1. ¹Department of Biology, James Madison University, MSC 7801, Harrisonburg, VA, USA
2. ²Department of Microbiology and Immunology, Vanderbilt University, Nashville, TN, USA
3. ³Department of Biological Sciences, Virginia Tech, MC 0406, Blacksburg, VA, USA
4. ⁴Department of Chemistry and Biochemistry, James Madison University, MSC 4501, Harrisonburg, VA, USA
5. ⁵Zoological Institute, University of Zurich, Zurich, Switzerland
6. ⁶Department of Ecology, Evolution and Marine Biology, University of California, Santa Barbara, CA, USA
7. ⁷Department of Biology, San Francisco State University, San Francisco, CA, USA

Correspondence: RN Harris, Department of Biology, James Madison University, MSC 7801, Harrisonburg, VA 22807, USA. E-mail: harrisRN@jmu.edu

Received 27 January 2009; Revised 23 February 2009; Accepted 23 February 2009; Published online 26 March 2009.

Abstract

Emerging infectious diseases threaten human and wildlife populations.

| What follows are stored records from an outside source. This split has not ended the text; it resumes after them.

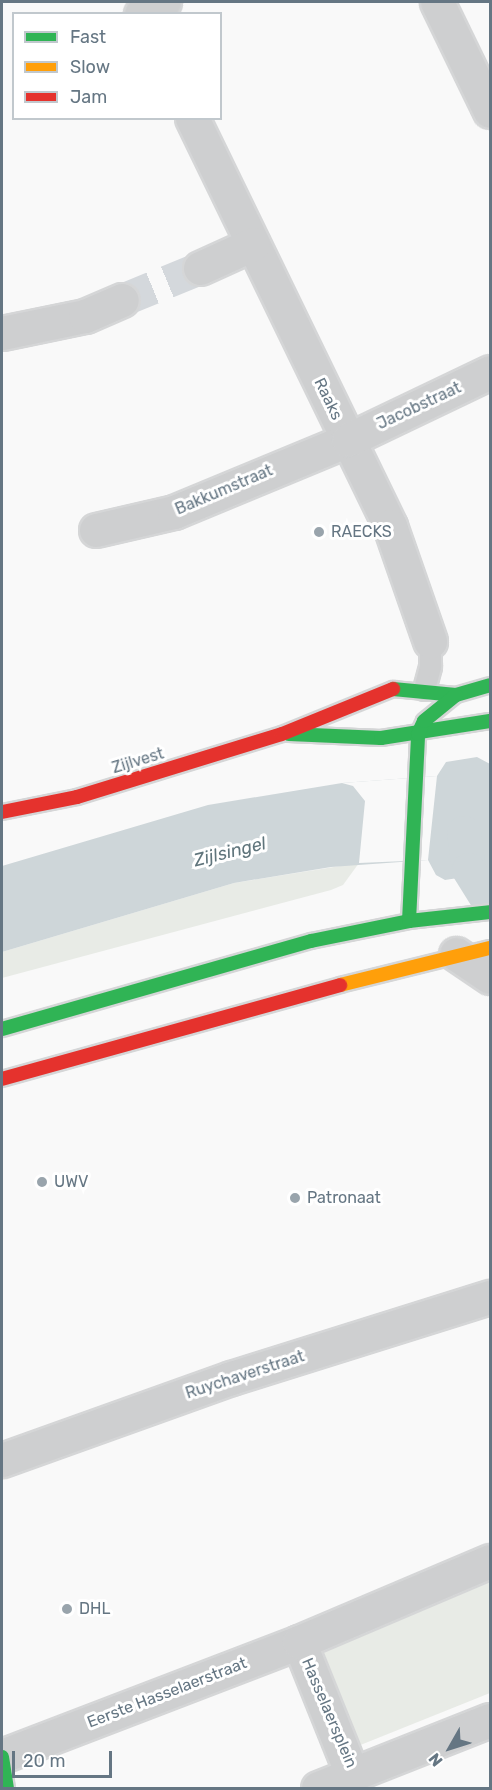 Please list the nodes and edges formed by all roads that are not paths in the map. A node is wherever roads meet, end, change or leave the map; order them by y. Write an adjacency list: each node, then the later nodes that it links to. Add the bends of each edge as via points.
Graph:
1 (164, 2): 3 (street)
2 (437, 2): 4 (street)
3 (144, 12)
4 (490, 111)
5 (193, 120): 6 (street, Raaks)
6 (253, 244): 7 (street); 11 (street, Raaks)
7 (200, 268)
8 (122, 300): 9 (street, via 85,316)
9 (2, 333)
10 (490, 372): 11 (street, Jacobstraat)
11 (348, 440): 12 (street, Bakkumstraat, via 174,512); 13 (street, Raaks, via 390,526)
12 (96, 530)
13 (430, 641): 15 (lane, Raaks, via 430,666)
14 (490, 685): 16 (main road, Zijlvest)
15 (424, 689): 16 (main road, Zijlvest); 18 (main road, Zijlvest, via 388,688)
16 (456, 695): 17 (main road); 19 (main road, via 424,721)
17 (490, 720): 19 (main road, Zijlvest)
18 (282, 734): 19 (main road, Zijlvest, via 381,738); 20 (main road, Zijlvest, via 76,797)
19 (418, 734): 22 (main road)
20 (2, 813)
21 (490, 912): 22 (main road)
22 (409, 921): 23 (main road); 26 (main road, via 311,941)
23 (441, 943): 24 (main road); 25 (street); 27 (main road)
24 (490, 948)
25 (490, 977)
26 (2, 1029)
27 (8, 1077)
28 (490, 1298): 29 (street, Ruychaverstraat, via 231,1378)
29 (2, 1460)
30 (490, 1561): 31 (street, Hasselaersplein)
31 (300, 1642): 33 (street, Eerste Hasselaerstraat); 34 (street, Hasselaersplein)
32 (490, 1720): 34 (street, Hasselaersplein)
33 (2, 1757): 35 (main road)
34 (352, 1774): 36 (street)
35 (7, 1788)
36 (318, 1788) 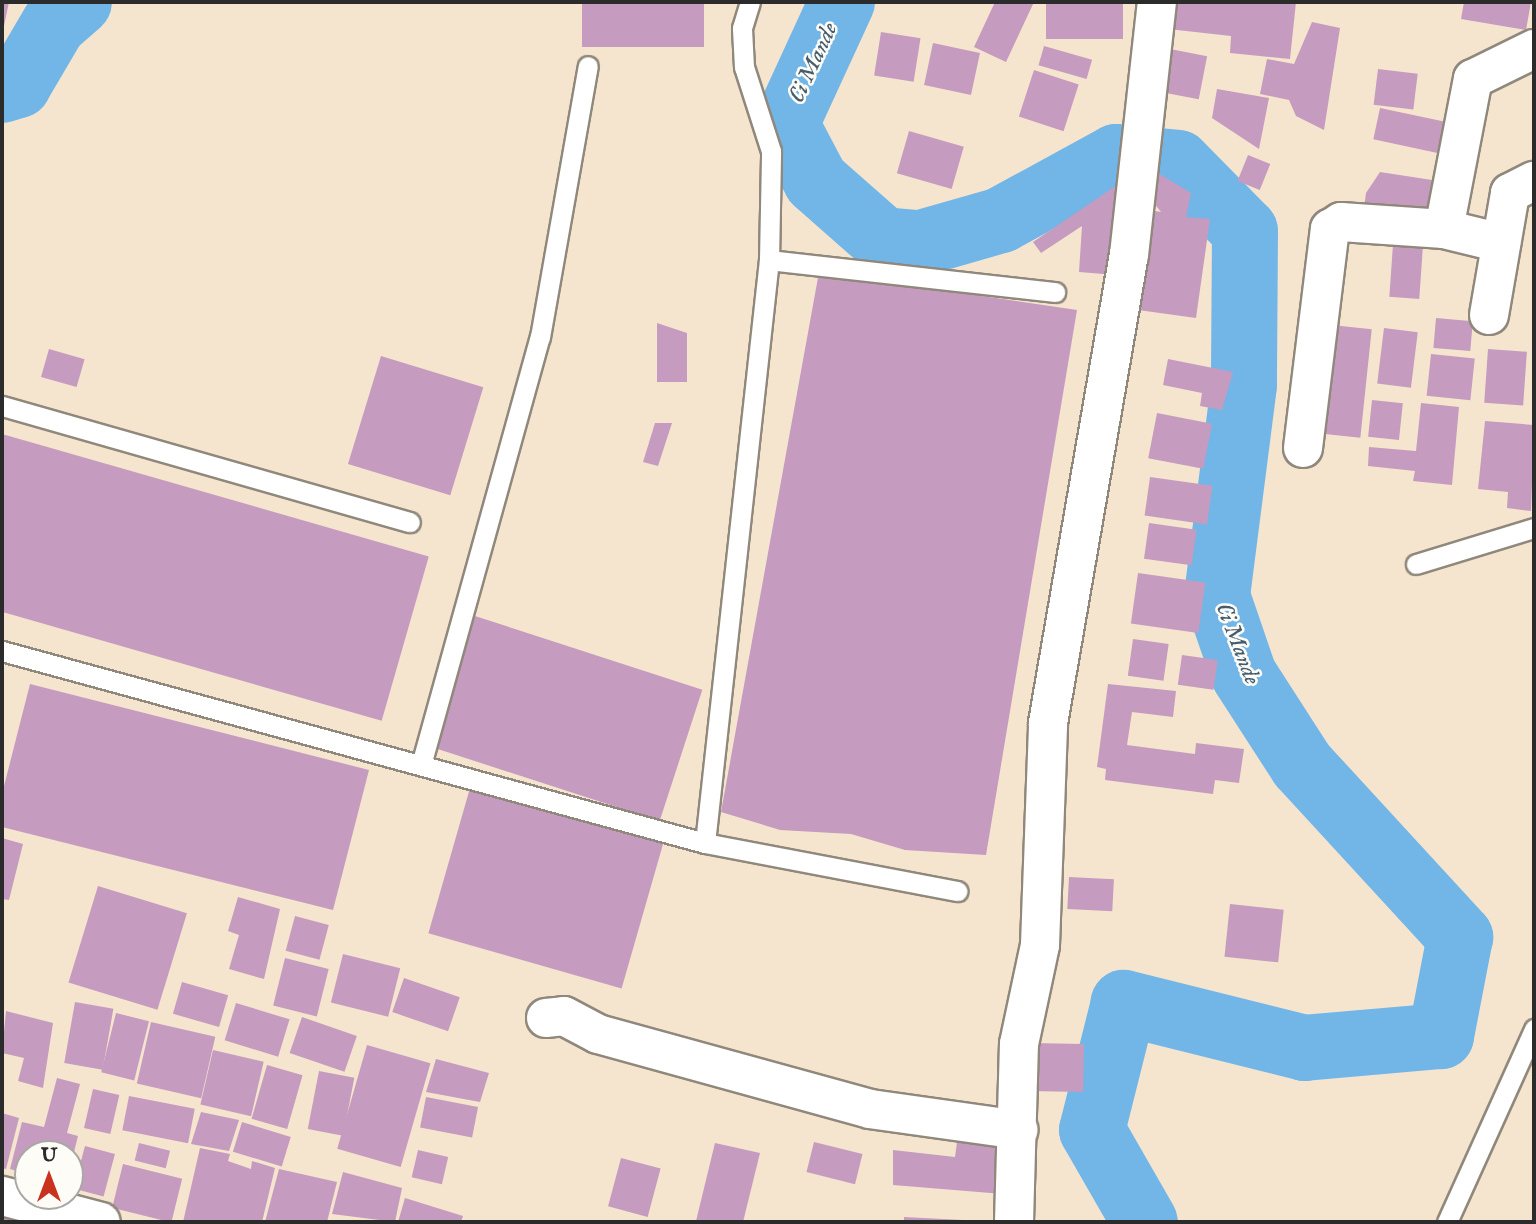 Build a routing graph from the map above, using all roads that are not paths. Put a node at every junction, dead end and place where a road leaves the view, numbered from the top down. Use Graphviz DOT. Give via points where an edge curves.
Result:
graph roads {
  1 [pos="750,2"];
  2 [pos="1157,2"];
  3 [pos="1534,49"];
  4 [pos="588,66"];
  5 [pos="1534,181"];
  6 [pos="1444,229"];
  7 [pos="1501,243"];
  8 [pos="769,260"];
  9 [pos="1055,292"];
  10 [pos="1489,315"];
  11 [pos="2,406"];
  12 [pos="1303,448"];
  13 [pos="410,522"];
  14 [pos="1534,528"];
  15 [pos="1416,564"];
  16 [pos="2,651"];
  17 [pos="421,765"];
  18 [pos="705,843"];
  19 [pos="957,891"];
  20 [pos="546,1018"];
  21 [pos="1534,1029"];
  22 [pos="1018,1130"];
  23 [pos="2,1196"];
  24 [pos="101,1222"];
  25 [pos="1014,1222"];
  26 [pos="1447,1222"];
  1 -- 8 [label="lane" via="742,28 744,67 771,151"];
  2 -- 22 [label="street" via="1137,186 1075,590 1048,723 1040,945 1019,1044"];
  3 -- 6 [label="street" via="1481,71 1468,89"];
  4 -- 17 [label="lane" via="540,337"];
  5 -- 7 [label="street" via="1510,193"];
  6 -- 7 [label="street"];
  6 -- 12 [label="street" via="1341,222 1330,229"];
  7 -- 10 [label="street"];
  8 -- 9 [label="lane"];
  8 -- 18 [label="lane"];
  11 -- 13 [label="lane"];
  14 -- 15 [label="lane"];
  16 -- 17 [label="lane"];
  17 -- 18 [label="lane"];
  18 -- 19 [label="lane"];
  20 -- 22 [label="street" via="564,1016 598,1034 870,1109"];
  21 -- 26 [label="lane"];
  22 -- 25 [label="street"];
  23 -- 24 [label="street"];
}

Altered ecological interactions between mutualistic microbes and hosts can result in disease, but an understanding of interactions between host, microbes and disease-causing organisms may lead to management strategies to affect disease outcomes. Many amphibian species in relatively pristine habitats are experiencing dramatic population declines and extinctions due to the skin disease chytridiomycosis, which is caused by the chytrid fungus Batrachochytrium dendrobatidis. Using a randomized, replicated experiment, we show that adding an antifungal bacterial species, Janthinobacterium lividum, found on several species of amphibians to the skins of the frog Rana muscosa prevented morbidity and mortality caused by the pathogen. The bacterial species produces the anti-chytrid metabolite violacein, which was found in much higher concentrations on frog skins in the treatments where J. lividum was added. Our results show that cutaneous microbes are a part of amphibians' innate immune system, the microbial community structure on frog skins is a determinant of disease outcome and altering microbial interactions on frog skins can prevent a lethal disease outcome. A bioaugmentation strategy may be an effective management tool to control chytridiomycosis in amphibian survival assurance colonies and in nature.